Até então, a devolução só podia ser feita a partir da conta diretamente envolvida na fraude. No entanto, criminosos costumam movimentar o dinheiro rapidamente para outras contas, o que dificultava o rastreamento e a recuperação dos valores.
🔎 Com as novas regras, o sistema passa a acompanhar com mais precisão o trajeto do dinheiro, permitindo a recuperação de valores mesmo depois que eles saem da conta original do golpista.

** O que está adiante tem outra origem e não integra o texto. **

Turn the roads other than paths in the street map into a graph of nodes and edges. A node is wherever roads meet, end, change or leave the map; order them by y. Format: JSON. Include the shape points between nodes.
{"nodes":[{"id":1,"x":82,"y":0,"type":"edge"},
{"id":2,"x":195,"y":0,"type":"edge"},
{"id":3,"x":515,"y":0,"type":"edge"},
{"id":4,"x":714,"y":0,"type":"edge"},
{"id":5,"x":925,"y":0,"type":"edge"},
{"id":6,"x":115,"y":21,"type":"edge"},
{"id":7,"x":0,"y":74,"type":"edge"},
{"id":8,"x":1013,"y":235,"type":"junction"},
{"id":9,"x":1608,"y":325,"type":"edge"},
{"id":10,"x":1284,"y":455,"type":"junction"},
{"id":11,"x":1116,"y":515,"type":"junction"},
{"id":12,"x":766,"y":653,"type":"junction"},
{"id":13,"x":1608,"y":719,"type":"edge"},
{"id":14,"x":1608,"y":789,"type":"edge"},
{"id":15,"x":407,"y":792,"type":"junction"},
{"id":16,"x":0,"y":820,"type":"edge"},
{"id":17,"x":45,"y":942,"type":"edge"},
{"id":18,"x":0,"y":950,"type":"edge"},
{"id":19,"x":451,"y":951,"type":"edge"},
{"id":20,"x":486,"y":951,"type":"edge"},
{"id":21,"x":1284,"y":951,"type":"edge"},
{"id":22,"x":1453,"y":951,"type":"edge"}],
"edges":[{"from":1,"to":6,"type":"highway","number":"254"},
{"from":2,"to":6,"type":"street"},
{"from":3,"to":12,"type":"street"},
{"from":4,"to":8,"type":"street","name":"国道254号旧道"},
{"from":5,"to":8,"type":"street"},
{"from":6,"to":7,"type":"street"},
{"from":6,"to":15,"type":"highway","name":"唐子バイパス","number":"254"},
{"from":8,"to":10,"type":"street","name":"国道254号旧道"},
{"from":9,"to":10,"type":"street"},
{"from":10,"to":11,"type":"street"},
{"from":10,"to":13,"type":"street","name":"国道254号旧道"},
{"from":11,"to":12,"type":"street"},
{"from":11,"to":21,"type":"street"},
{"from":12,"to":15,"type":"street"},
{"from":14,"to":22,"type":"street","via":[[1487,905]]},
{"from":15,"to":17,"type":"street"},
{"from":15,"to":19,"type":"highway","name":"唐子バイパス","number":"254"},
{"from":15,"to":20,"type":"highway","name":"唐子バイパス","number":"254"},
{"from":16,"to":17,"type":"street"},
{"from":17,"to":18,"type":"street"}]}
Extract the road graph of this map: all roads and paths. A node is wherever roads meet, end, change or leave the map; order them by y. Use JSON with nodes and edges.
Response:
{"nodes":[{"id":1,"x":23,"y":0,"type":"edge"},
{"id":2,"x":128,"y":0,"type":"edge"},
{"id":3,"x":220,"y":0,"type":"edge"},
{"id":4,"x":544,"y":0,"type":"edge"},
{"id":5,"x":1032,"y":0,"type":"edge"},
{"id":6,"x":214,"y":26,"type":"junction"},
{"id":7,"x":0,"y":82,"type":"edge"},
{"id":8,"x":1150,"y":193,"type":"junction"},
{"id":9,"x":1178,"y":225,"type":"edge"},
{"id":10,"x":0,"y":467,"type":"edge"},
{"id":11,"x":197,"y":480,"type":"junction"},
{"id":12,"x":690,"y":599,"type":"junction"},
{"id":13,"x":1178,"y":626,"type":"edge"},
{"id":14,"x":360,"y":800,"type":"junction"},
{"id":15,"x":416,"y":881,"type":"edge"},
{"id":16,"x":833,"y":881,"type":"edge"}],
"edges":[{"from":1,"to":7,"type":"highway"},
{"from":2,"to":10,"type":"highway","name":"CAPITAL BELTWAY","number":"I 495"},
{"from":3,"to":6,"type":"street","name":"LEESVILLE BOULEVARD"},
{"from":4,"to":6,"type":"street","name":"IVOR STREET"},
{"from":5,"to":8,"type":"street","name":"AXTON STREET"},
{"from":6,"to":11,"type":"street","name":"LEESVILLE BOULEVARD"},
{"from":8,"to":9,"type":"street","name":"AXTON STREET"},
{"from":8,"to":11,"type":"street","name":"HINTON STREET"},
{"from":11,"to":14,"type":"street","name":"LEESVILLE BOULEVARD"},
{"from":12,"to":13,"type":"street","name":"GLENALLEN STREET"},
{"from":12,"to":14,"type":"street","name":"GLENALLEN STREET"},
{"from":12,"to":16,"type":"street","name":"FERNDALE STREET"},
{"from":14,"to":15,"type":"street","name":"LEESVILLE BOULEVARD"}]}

Segundo o Banco Central (BC), a medida deve ampliar a identificação de contas utilizadas em fraudes e aumentar a taxa de devolução dos recursos, contribuindo para desestimular esse tipo de crime. O BC também destaca que o compartilhamento dessas informações entre as instituições financeiras ajudará a evitar que as mesmas contas sejam reutilizadas em novas fraudes.
“Essa identificação será compartilhada com os participantes envolvidos nas transações e permitirá a devolução dos recursos em até 11 dias após a contestação”, informou o Banco Central quando anunciou as mudanças, no ano passado.
Contestação por autoatendimento
Desde 1º de outubro, todos os bancos e instituições financeiras passaram a disponibilizar, nos aplicativos do PIX, uma funcionalidade de autoatendimento que permite ao usuário contestar transações de forma simples, sem a necessidade de atendimento humano.
“Esse será o canal pelo qual o usuário deve solicitar a devolução de valores obtidos por meio de fraude. O autoatendimento do MED traz mais agilidade ao processo de contestação, aumentando as chances de que ainda haja saldo na conta do fraudador para viabilizar a devolução à vítima”, informou o BC, em comunicado divulgado em 2025.